So its been established what this blog is really about. Its my venting space where I can put my thoughts down in text, to an empty crowd that doesn't want to hear. I find it better venting here than in social media, although I want people to know, I don't want the attention. Getting it down in blocks of text is the easiest way to vent, and so to not annoy people on the social networks, here I am venting to an empty crowd.
I'm moving forward in life, I've entered a place where I want to be. But when I look around that's only true if I close my eyes to the facts around me. I haven't moved anywhere at all. I feel like I'm back at square one, my paranoid self afraid of losing friends and trust. So I keep it bottled up, afraid of lashing out, but I think I'm on the verge of breaking down again. Writing this is releasing some of it in a way, and as long as no one I care sees this it'll be my place to vent.

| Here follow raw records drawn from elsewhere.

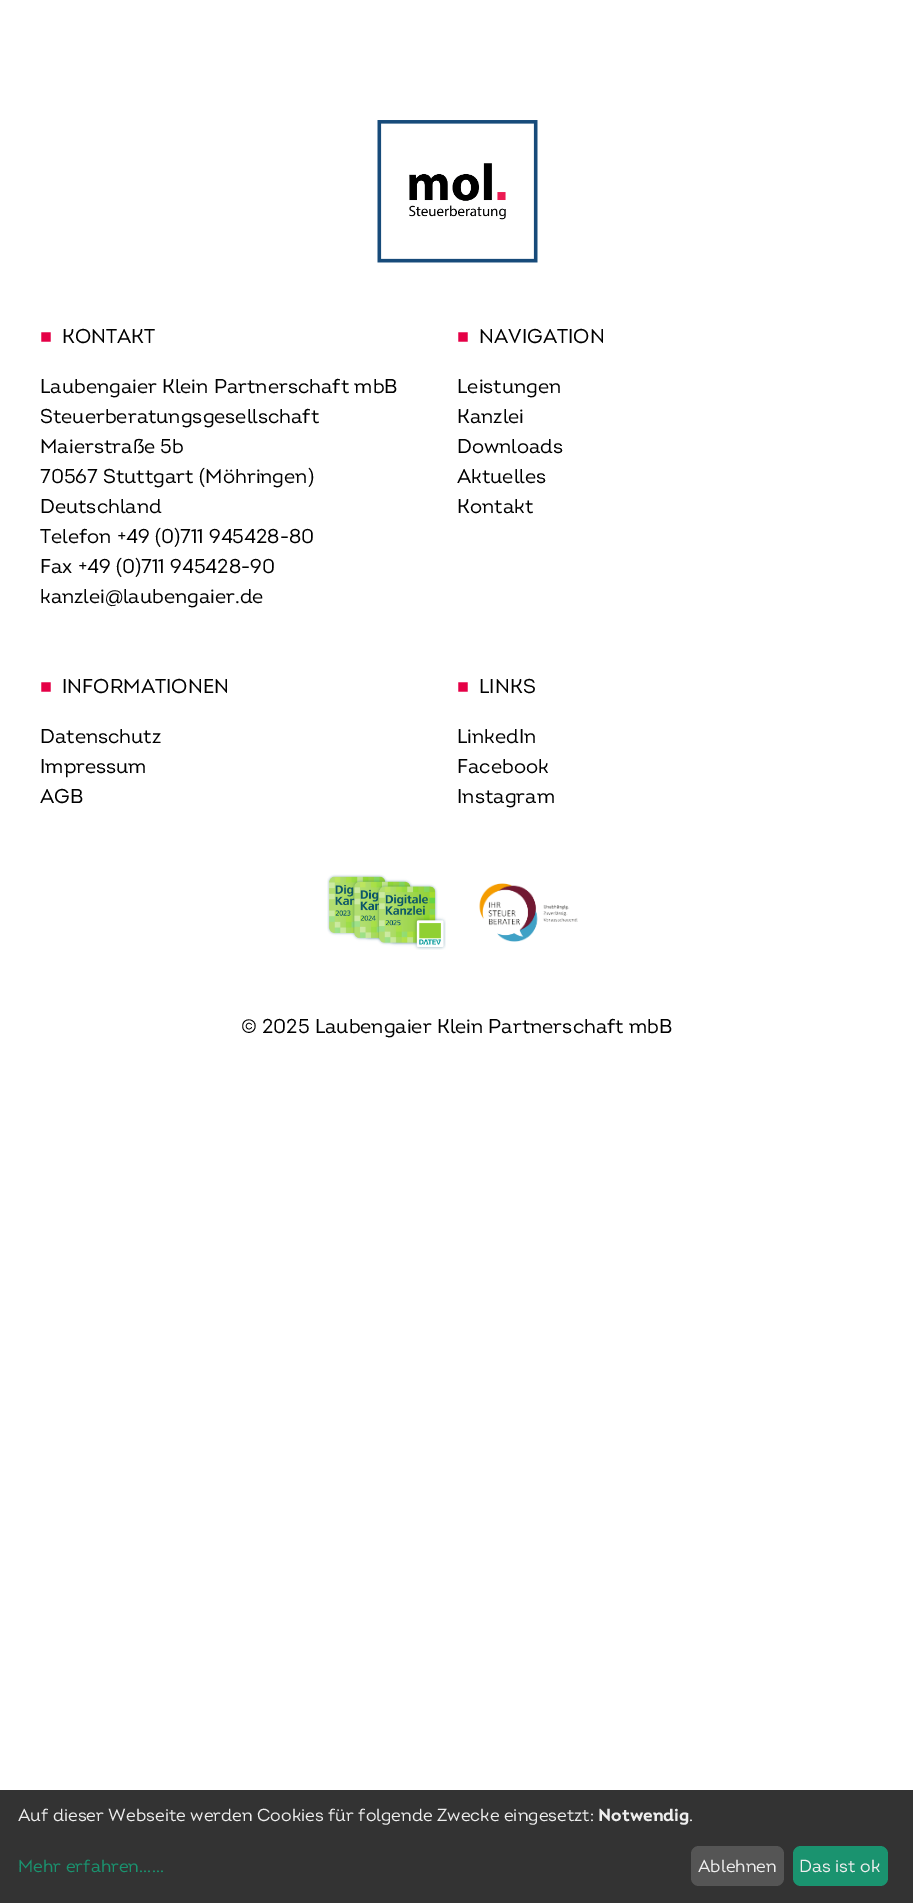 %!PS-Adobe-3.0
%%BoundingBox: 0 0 913 1903
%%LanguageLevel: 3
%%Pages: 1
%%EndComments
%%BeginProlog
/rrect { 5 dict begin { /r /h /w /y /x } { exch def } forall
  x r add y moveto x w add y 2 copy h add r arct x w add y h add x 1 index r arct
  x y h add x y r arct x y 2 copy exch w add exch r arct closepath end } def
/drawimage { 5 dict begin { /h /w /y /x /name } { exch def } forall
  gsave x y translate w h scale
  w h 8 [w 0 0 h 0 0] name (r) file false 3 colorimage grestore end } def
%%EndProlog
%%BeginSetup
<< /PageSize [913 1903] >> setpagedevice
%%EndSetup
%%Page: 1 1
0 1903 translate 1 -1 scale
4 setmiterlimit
1 setgray
0 0 913 1903 rectfill
(images/1.raw) 377 120 161 143 drawimage
(images/2.raw) 327 874 119 76 drawimage
(images/3.raw) 479 883 99 59 drawimage
0.2 setgray
0 1790 913 113 rectfill
0.333 setgray
691 1846 93 40 8 rrect fill
0.102 0.576 0.435 setrgbcolor
793 1846 95 40 8 rrect fill
/LiberationSerif-Regular [20 0 0 -20 0 0] selectfont
0.898 0 0.275 setrgbcolor
40 343 moveto (■) show
/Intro-Regular [20 0 0 -20 0 0] selectfont
0 setgray
62 343 moveto (KONTAKT) show
40 393 moveto (Laubengaier Klein Partnerschaft mbB) show
40 423 moveto (Steuerberatungsgesellschaft) show
40 453 moveto (Maierstraße 5b) show
40 483 moveto (70567 Stuttgart \(Möhringen\)) show
40 513 moveto (Deutschland) show
40 543 moveto (Telefon +49 \(0\)711 945428-80) show
40 573 moveto (Fax +49 \(0\)711 945428-90) show
40 603 moveto (kanzlei@laubengaier.de) show
/LiberationSerif-Regular [20 0 0 -20 0 0] selectfont
0.898 0 0.275 setrgbcolor
457 343 moveto (■) show
/Intro-Regular [20 0 0 -20 0 0] selectfont
0 setgray
479 343 moveto (NAVIGATION) show
457 393 moveto (Leistungen) show
457 423 moveto (Kanzlei) show
457 453 moveto (Downloads) show
457 483 moveto (Aktuelles) show
457 513 moveto (Kontakt) show
/LiberationSerif-Regular [20 0 0 -20 0 0] selectfont
0.898 0 0.275 setrgbcolor
40 693 moveto (■) show
/Intro-Regular [20 0 0 -20 0 0] selectfont
0 setgray
62 693 moveto (INFORMATIONEN) show
40 743 moveto (Datenschutz) show
40 773 moveto (Impressum) show
40 803 moveto (AGB) show
/LiberationSerif-Regular [20 0 0 -20 0 0] selectfont
0.898 0 0.275 setrgbcolor
457 693 moveto (■) show
/Intro-Regular [20 0 0 -20 0 0] selectfont
0 setgray
479 693 moveto (LINKS) show
457 743 moveto (LinkedIn) show
457 773 moveto (Facebook) show
457 803 moveto (Instagram) show
241 1033 moveto (© 2025 Laubengaier Klein Partnerschaft mbB) show
/Intro-Regular [17.5 0 0 -17.5 0 0] selectfont
0.933 setgray
18 1821 moveto (Auf dieser Webseite werden Cookies für folgende Zwecke eingesetzt:) show
/Intro-Bold [17.5 0 0 -17.5 0 0] selectfont
598 1821 moveto (Notwendig) show
/Intro-Regular [17.5 0 0 -17.5 0 0] selectfont
689 1821 moveto (.) show
0.102 0.576 0.435 setrgbcolor
18 1872 moveto (Mehr erfahren......) show
0.933 setgray
698 1872 moveto (Ablehnen) show
799 1872 moveto (Das ist ok) show
showpage
%%EOF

So some back story I suppose. I've moved on from my course and moved into university, an accomplishment that has made me extremely happy. However, others, my friends, who graduated with me have moved on to do other things, greater things. Opportunities have been given to them and I feel as if that opportunity had never really been given to me. Where to begin with this, I suppose we'll start with the contest.

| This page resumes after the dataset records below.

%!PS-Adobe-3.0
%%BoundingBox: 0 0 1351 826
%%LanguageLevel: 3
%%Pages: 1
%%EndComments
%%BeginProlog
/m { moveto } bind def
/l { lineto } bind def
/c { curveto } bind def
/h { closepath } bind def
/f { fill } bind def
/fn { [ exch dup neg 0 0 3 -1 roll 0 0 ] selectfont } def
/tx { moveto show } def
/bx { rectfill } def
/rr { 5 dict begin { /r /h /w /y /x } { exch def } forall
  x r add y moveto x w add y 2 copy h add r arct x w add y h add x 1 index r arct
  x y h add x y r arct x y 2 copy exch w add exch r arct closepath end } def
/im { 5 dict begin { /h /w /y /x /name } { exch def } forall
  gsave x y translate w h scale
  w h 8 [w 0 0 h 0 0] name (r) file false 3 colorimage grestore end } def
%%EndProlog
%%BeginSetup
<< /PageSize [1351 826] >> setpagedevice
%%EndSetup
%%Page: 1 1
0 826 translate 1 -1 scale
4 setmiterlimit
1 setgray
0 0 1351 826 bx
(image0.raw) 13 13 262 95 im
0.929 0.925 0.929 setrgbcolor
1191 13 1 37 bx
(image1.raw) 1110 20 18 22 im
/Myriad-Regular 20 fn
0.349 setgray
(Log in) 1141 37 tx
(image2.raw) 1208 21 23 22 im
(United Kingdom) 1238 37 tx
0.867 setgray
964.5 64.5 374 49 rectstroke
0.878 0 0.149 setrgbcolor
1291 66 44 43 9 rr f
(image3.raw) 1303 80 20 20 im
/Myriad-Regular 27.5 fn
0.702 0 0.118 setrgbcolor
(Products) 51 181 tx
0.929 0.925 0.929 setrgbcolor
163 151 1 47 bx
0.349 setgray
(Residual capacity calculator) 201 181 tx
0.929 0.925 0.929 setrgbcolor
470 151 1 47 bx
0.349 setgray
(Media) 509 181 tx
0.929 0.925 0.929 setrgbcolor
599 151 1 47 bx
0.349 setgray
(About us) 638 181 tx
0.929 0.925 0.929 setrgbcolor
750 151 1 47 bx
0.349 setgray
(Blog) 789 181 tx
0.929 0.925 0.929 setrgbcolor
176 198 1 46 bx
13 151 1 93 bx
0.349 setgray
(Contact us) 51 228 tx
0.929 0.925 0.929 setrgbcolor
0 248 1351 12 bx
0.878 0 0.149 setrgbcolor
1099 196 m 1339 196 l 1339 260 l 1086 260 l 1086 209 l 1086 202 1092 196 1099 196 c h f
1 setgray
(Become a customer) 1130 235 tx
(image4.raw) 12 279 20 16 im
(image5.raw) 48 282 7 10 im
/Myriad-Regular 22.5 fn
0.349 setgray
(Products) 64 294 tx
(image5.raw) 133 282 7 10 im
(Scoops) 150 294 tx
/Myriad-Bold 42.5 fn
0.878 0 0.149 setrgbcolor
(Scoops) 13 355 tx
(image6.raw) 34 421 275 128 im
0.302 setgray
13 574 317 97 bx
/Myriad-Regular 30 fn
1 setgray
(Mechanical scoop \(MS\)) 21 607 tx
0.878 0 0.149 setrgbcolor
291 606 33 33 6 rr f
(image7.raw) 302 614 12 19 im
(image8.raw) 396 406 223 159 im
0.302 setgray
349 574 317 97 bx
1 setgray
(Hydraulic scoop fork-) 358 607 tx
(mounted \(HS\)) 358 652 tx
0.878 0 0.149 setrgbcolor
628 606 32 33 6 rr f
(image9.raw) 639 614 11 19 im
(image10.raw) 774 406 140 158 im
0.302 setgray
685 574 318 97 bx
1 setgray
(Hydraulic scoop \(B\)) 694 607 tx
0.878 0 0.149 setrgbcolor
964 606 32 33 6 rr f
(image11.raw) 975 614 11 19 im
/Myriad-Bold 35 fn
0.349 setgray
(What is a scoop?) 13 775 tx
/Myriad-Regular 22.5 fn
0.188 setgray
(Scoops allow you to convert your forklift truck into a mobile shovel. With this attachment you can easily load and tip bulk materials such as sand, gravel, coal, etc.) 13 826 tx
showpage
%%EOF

A contest was made quite recently at the tail end of last year, a contest that was held secret from me until I pried and managed to get answers. I got my answers and I gave them mine, it didn't feel right to join them when they never asked me in the first place. Honestly I felt hurt, I understood why they didn't tell me, but it hurt regardless. Fast forward to half way through the first semester of university 3 months later, they've won the contest a couple of months ago and are now working directly with the company. Here's where the real kicker is. They're leading a team to help the industry and in turn reap rewards, they launch an event where they tested various people to see who they would let into their team. I couldn't attend (and I say this gritting my teeth), life sometimes doesn't let you do the things you want to do. Partially blamed on university and partially blamed on my life I lost the opportunity and it pains me so. There wasn't a night from then till now wishing that I could reverse time and change my decision. But even then it couldn't have been done, I have too many obligations, too much responsibilities. And so opportunity lost, but it angers me that it was stipulation to enter, one thing I had to attend. There's no describing how much rage I'm actually in, thinking about it is like attempting to uncork a shaken up bottle of wine.
Now here we are, in a state where these people are moving forward. People who never really had a direction to begin with. I did, and what did it do for me? Drive me further into this pit of despair, it seems everything I do is a wrong decision. So why do I even try? Why do I waste my time?..... I don't even know that answer. And here I am, alone, people not responding to me. Out there having their dreams come true. And me? Still wasting my life away it seems.